(THE RECORDS Opens)
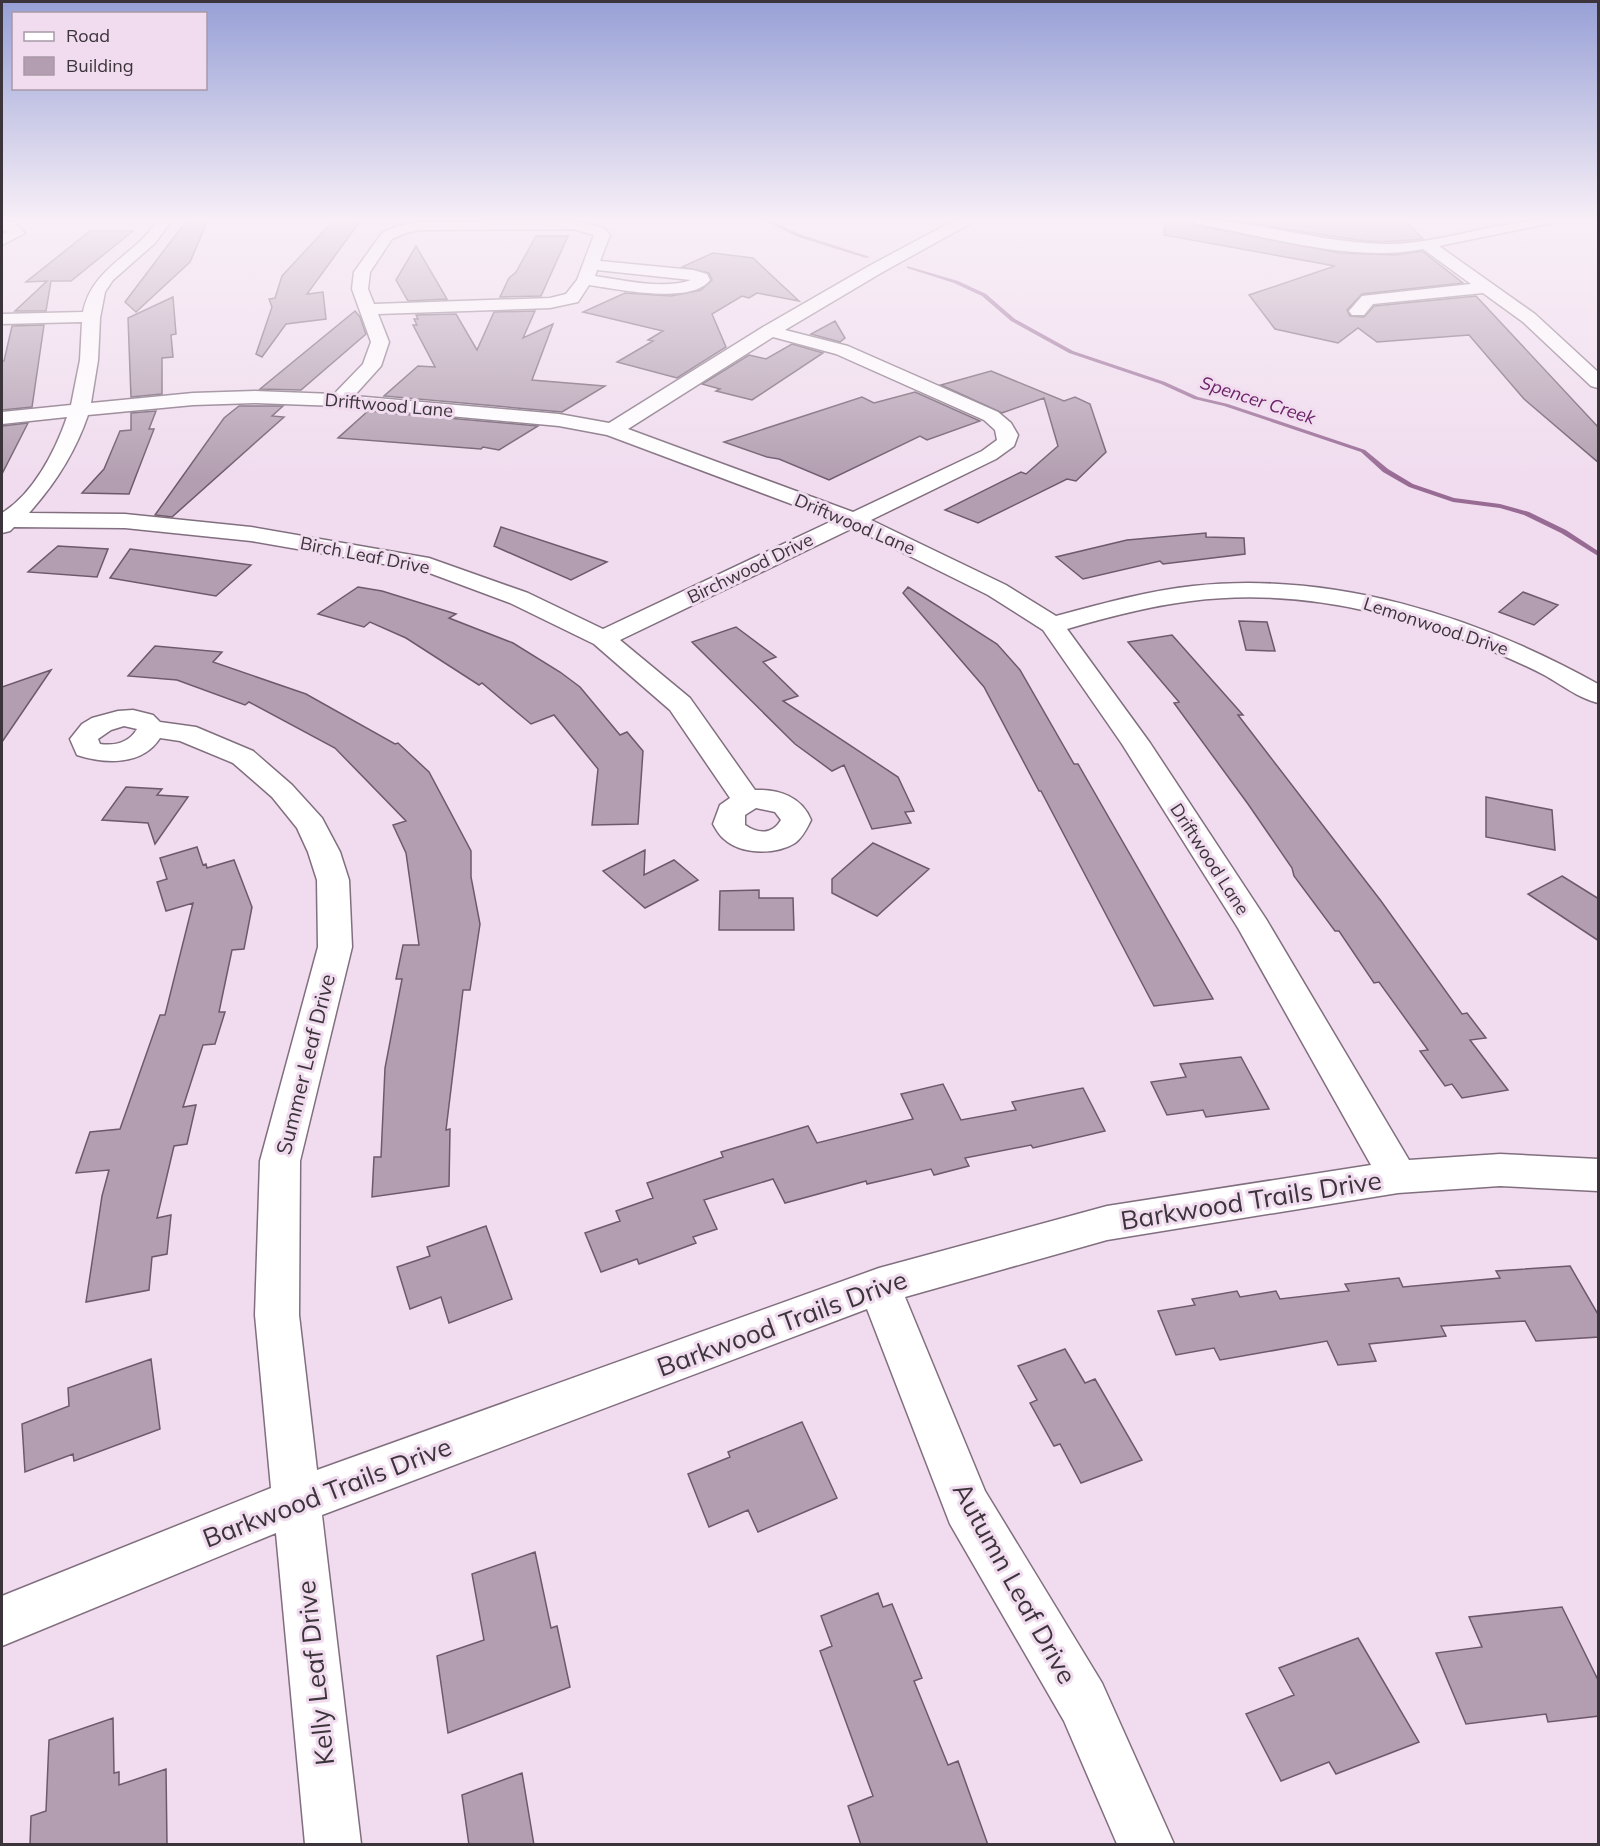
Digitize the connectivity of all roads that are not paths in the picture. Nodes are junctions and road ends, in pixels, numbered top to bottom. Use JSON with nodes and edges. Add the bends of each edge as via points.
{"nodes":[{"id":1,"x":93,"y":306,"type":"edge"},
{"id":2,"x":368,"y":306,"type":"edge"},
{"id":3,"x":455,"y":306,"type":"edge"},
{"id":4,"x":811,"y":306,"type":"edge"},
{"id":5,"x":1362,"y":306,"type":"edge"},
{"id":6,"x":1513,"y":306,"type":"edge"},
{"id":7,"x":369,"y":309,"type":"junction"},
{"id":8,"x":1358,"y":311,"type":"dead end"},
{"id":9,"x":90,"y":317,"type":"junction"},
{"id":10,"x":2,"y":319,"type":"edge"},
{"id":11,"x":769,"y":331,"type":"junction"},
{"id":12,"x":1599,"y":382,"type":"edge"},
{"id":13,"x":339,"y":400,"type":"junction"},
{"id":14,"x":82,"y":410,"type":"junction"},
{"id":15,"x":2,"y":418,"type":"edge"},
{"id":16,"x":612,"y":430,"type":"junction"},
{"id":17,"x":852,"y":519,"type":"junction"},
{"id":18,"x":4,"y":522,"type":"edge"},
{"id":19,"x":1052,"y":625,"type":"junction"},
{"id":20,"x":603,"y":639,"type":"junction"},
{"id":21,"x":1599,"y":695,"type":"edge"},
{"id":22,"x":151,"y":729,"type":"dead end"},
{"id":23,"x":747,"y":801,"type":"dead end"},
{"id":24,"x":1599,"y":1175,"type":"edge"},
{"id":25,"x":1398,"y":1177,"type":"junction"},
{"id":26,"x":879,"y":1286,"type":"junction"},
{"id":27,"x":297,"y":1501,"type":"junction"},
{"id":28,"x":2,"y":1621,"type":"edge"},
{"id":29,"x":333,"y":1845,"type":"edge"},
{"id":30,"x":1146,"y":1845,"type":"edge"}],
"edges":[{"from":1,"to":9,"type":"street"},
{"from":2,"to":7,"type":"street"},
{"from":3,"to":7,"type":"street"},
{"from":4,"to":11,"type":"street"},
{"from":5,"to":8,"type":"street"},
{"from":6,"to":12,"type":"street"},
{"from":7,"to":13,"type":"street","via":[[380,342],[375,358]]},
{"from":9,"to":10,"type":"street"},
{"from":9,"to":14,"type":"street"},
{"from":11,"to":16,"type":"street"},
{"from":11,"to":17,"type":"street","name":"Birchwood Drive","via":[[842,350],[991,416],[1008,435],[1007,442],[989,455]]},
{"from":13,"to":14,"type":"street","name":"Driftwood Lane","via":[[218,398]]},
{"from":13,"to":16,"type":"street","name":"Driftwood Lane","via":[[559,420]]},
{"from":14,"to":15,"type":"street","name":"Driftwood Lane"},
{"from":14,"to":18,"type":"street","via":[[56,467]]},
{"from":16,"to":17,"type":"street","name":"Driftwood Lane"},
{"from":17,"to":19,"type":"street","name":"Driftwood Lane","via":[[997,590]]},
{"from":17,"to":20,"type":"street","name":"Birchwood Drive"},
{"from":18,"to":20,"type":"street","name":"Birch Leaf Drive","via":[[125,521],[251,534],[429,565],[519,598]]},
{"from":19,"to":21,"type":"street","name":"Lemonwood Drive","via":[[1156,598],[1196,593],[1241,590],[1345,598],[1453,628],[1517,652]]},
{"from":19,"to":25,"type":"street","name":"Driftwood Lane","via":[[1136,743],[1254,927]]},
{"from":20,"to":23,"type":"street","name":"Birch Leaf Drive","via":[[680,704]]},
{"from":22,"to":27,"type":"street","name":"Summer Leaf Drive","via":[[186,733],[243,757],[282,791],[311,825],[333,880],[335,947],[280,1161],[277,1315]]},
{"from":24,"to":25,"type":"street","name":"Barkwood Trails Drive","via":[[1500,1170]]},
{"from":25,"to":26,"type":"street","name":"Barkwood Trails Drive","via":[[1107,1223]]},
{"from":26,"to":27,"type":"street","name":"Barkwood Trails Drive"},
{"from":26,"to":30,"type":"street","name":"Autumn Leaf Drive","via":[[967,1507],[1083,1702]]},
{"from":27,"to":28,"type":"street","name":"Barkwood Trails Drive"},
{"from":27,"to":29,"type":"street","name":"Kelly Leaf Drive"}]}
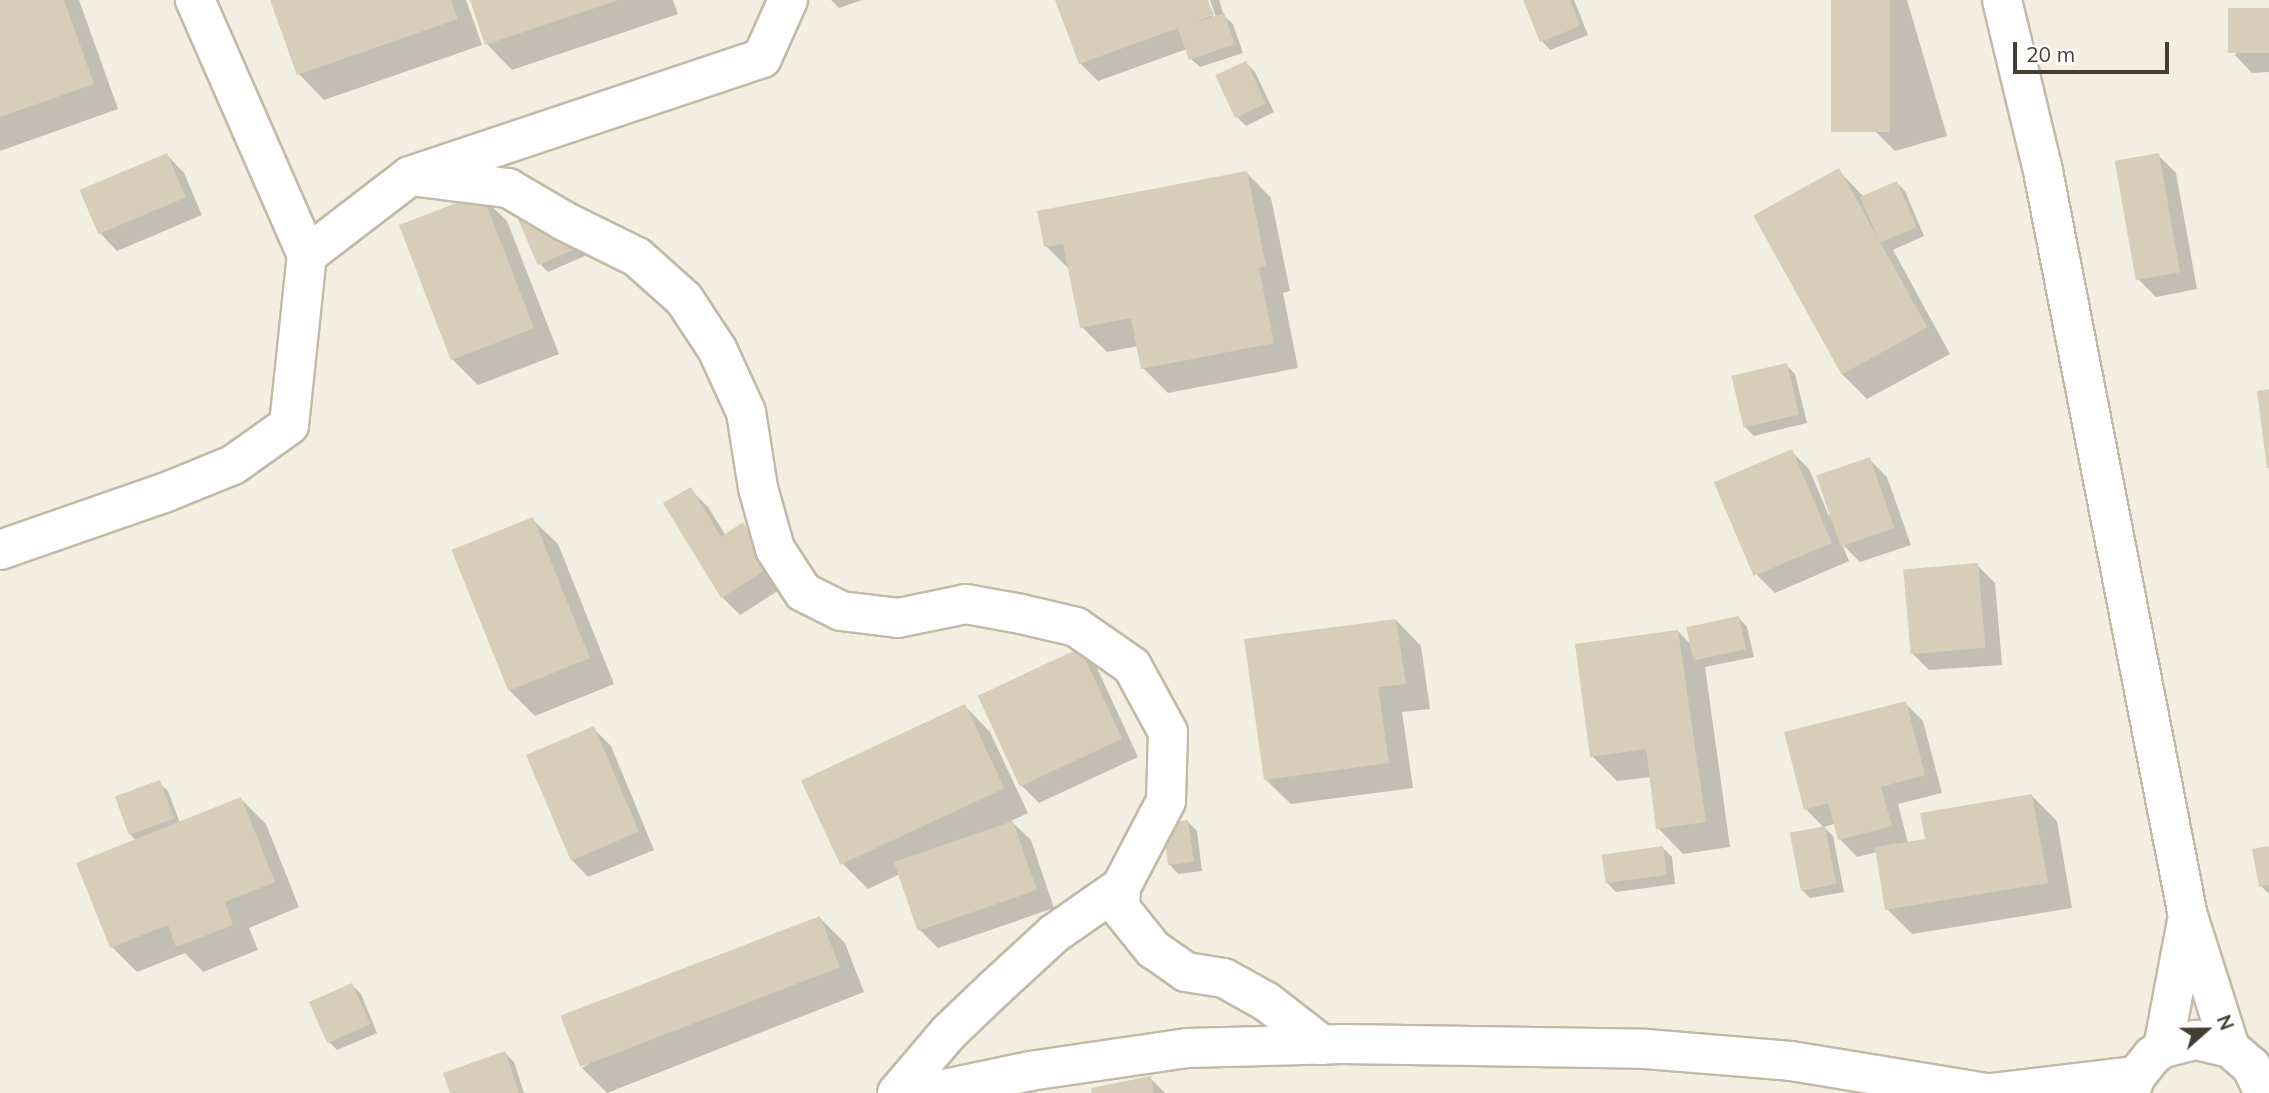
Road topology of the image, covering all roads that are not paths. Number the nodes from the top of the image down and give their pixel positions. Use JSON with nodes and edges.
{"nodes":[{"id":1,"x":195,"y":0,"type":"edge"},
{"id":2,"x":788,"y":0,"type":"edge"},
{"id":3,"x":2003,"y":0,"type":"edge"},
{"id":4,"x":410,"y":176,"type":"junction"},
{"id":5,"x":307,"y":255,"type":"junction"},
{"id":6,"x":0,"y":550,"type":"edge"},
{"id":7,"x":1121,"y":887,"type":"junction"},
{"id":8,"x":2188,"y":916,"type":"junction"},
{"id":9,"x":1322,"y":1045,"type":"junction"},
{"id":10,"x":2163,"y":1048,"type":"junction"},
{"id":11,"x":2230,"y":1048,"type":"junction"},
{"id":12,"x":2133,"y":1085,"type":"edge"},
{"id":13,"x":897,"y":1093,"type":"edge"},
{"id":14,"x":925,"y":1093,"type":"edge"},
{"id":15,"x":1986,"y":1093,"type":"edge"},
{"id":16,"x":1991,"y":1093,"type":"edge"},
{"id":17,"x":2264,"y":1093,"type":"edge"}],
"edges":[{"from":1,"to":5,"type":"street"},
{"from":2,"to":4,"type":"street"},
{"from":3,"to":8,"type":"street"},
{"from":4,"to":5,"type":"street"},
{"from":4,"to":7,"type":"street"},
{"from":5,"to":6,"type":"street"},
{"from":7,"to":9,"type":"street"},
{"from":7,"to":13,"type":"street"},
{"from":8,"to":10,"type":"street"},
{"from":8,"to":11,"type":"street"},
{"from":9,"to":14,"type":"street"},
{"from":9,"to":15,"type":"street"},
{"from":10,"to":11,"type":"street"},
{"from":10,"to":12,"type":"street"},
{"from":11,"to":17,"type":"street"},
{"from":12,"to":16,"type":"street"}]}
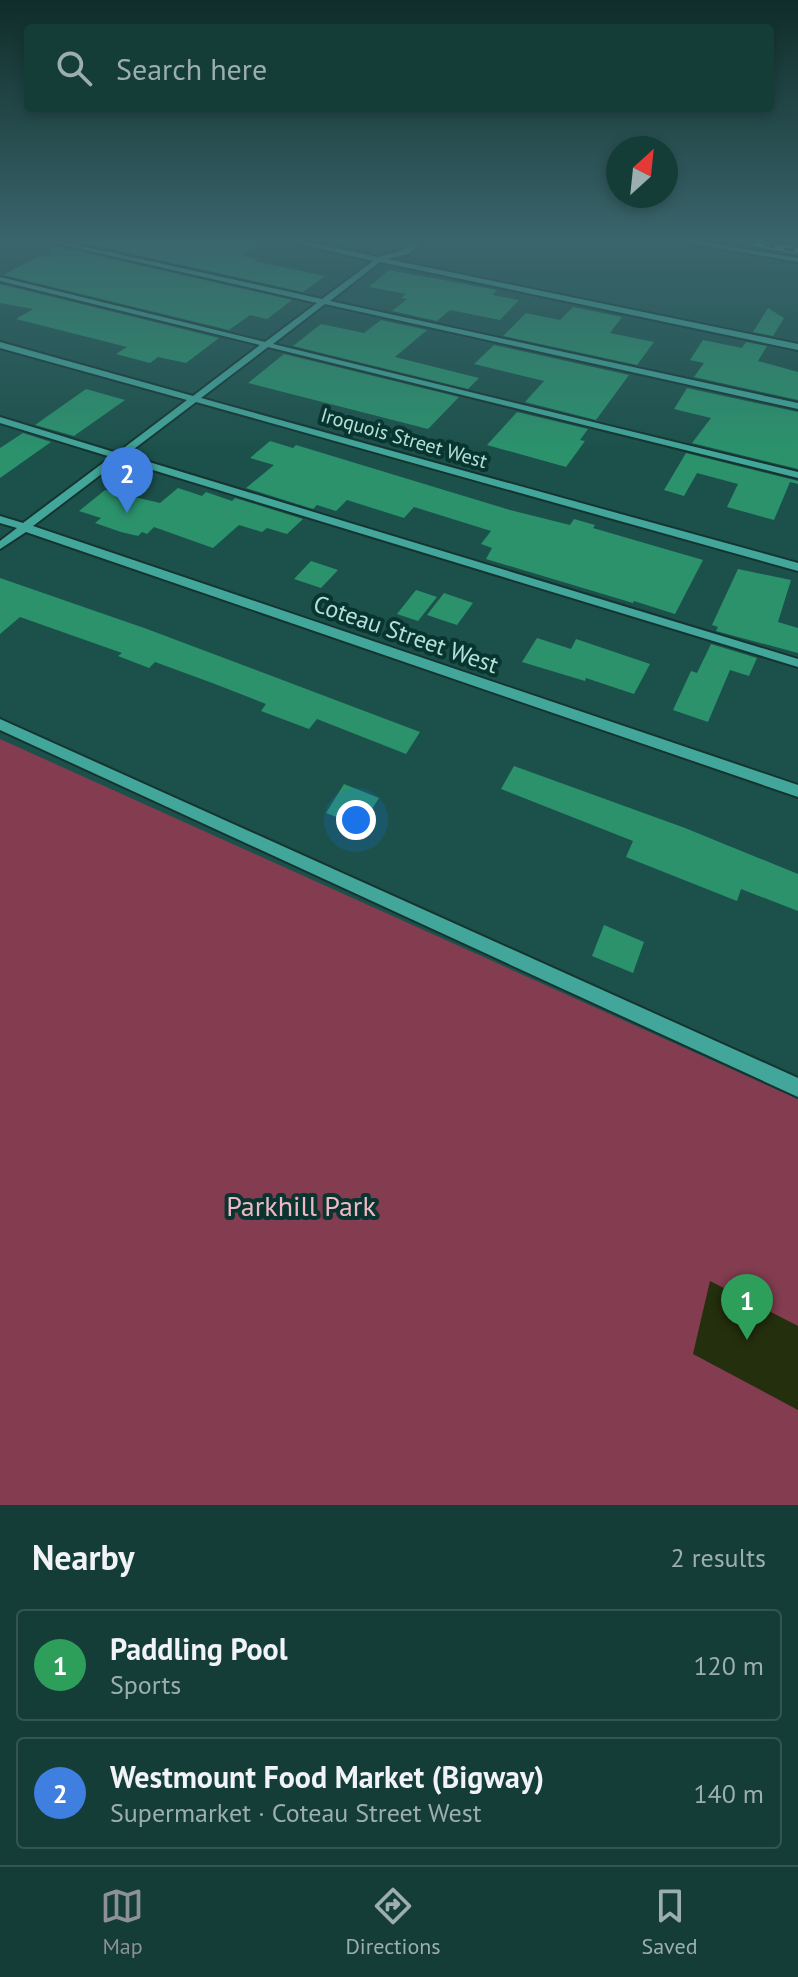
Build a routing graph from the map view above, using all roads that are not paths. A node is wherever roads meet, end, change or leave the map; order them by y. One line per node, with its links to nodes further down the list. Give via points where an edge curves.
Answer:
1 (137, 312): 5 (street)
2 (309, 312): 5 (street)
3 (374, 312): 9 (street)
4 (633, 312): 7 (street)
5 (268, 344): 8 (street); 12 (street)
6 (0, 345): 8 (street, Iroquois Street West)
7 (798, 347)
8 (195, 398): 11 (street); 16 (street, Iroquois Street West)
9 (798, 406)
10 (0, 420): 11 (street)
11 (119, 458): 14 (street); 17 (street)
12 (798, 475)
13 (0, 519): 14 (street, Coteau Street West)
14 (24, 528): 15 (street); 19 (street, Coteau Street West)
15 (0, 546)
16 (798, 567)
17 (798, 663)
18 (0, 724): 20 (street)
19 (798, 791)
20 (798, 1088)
(THE RECORDS Closes)
> [WHAT IS REQUIRED]
Check each line of the data above, and please copy the ones in which the string "Lane" occurs.

> [ANSWER TO THIS EXERCISE]
{"from":13,"to":14,"type":"street","name":"Driftwood Lane","via":[[218,398]]},
{"from":13,"to":16,"type":"street","name":"Driftwood Lane","via":[[559,420]]},
{"from":14,"to":15,"type":"street","name":"Driftwood Lane"},
{"from":16,"to":17,"type":"street","name":"Driftwood Lane"},
{"from":17,"to":19,"type":"street","name":"Driftwood Lane","via":[[997,590]]},
{"from":19,"to":25,"type":"street","name":"Driftwood Lane","via":[[1136,743],[1254,927]]},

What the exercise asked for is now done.